* **WHAT YOU ARE ASKED TO DO**
Copy out each line of the data below in which the string "Matteotti" appears.

* **Recorded data**

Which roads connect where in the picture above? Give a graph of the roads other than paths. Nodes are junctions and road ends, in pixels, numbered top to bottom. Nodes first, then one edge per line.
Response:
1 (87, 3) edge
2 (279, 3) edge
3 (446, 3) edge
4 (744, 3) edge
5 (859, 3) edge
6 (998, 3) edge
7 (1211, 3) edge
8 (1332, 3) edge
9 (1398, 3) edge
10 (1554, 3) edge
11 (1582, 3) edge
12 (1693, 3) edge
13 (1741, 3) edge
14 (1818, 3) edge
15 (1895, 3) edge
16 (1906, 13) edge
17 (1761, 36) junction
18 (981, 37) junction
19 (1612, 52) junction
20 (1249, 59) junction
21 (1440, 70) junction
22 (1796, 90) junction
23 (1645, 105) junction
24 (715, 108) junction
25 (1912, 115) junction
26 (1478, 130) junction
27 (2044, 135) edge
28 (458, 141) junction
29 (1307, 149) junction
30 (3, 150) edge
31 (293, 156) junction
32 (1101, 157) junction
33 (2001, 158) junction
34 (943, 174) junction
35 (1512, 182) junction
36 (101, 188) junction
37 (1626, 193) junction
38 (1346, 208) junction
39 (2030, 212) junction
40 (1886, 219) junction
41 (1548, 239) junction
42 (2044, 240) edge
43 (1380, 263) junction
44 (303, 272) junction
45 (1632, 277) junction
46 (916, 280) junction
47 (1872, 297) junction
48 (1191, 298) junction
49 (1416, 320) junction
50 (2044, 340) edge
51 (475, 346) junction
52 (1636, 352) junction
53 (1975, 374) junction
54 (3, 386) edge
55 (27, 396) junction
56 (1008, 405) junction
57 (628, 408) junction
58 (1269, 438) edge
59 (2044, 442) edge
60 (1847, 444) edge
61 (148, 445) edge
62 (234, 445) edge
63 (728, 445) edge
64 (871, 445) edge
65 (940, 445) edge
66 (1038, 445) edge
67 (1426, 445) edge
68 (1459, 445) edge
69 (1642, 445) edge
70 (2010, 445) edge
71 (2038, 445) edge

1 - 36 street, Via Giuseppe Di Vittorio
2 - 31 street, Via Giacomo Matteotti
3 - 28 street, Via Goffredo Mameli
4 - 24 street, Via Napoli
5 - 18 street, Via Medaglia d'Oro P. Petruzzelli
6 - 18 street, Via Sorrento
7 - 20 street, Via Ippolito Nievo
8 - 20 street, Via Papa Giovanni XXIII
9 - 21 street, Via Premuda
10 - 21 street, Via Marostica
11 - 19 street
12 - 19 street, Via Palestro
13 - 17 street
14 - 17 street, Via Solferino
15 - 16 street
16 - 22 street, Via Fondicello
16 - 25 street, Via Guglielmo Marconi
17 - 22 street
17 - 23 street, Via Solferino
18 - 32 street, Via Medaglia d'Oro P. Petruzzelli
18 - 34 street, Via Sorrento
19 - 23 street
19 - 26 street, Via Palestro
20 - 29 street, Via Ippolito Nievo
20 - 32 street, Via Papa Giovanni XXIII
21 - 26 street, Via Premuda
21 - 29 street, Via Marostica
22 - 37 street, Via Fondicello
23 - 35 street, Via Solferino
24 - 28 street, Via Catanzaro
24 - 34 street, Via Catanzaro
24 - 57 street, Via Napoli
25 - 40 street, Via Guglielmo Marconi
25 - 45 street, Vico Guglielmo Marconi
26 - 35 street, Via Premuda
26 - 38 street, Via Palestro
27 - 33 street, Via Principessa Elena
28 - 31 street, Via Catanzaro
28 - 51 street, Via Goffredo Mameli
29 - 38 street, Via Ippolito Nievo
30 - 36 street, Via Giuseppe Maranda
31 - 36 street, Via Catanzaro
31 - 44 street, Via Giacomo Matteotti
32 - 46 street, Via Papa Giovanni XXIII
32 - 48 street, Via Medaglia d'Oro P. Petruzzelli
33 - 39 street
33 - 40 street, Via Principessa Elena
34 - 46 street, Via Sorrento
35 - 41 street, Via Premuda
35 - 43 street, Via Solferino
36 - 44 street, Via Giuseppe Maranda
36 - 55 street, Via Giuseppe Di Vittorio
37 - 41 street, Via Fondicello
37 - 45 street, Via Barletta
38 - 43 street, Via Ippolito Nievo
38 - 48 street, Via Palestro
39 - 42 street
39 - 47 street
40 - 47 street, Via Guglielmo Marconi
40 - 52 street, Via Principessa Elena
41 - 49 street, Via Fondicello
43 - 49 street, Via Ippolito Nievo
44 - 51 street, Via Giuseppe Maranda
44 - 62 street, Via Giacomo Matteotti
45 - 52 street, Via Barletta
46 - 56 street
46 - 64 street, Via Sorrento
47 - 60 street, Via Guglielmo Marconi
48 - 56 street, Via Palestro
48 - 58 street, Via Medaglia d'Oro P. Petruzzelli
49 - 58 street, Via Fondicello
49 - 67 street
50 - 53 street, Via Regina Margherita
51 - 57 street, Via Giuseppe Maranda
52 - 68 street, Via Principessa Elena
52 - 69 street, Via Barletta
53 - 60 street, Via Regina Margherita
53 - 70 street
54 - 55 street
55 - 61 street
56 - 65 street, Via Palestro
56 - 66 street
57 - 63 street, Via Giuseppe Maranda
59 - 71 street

* **FINISHED EXERCISE**
2 - 31 street, Via Giacomo Matteotti
31 - 44 street, Via Giacomo Matteotti
44 - 62 street, Via Giacomo Matteotti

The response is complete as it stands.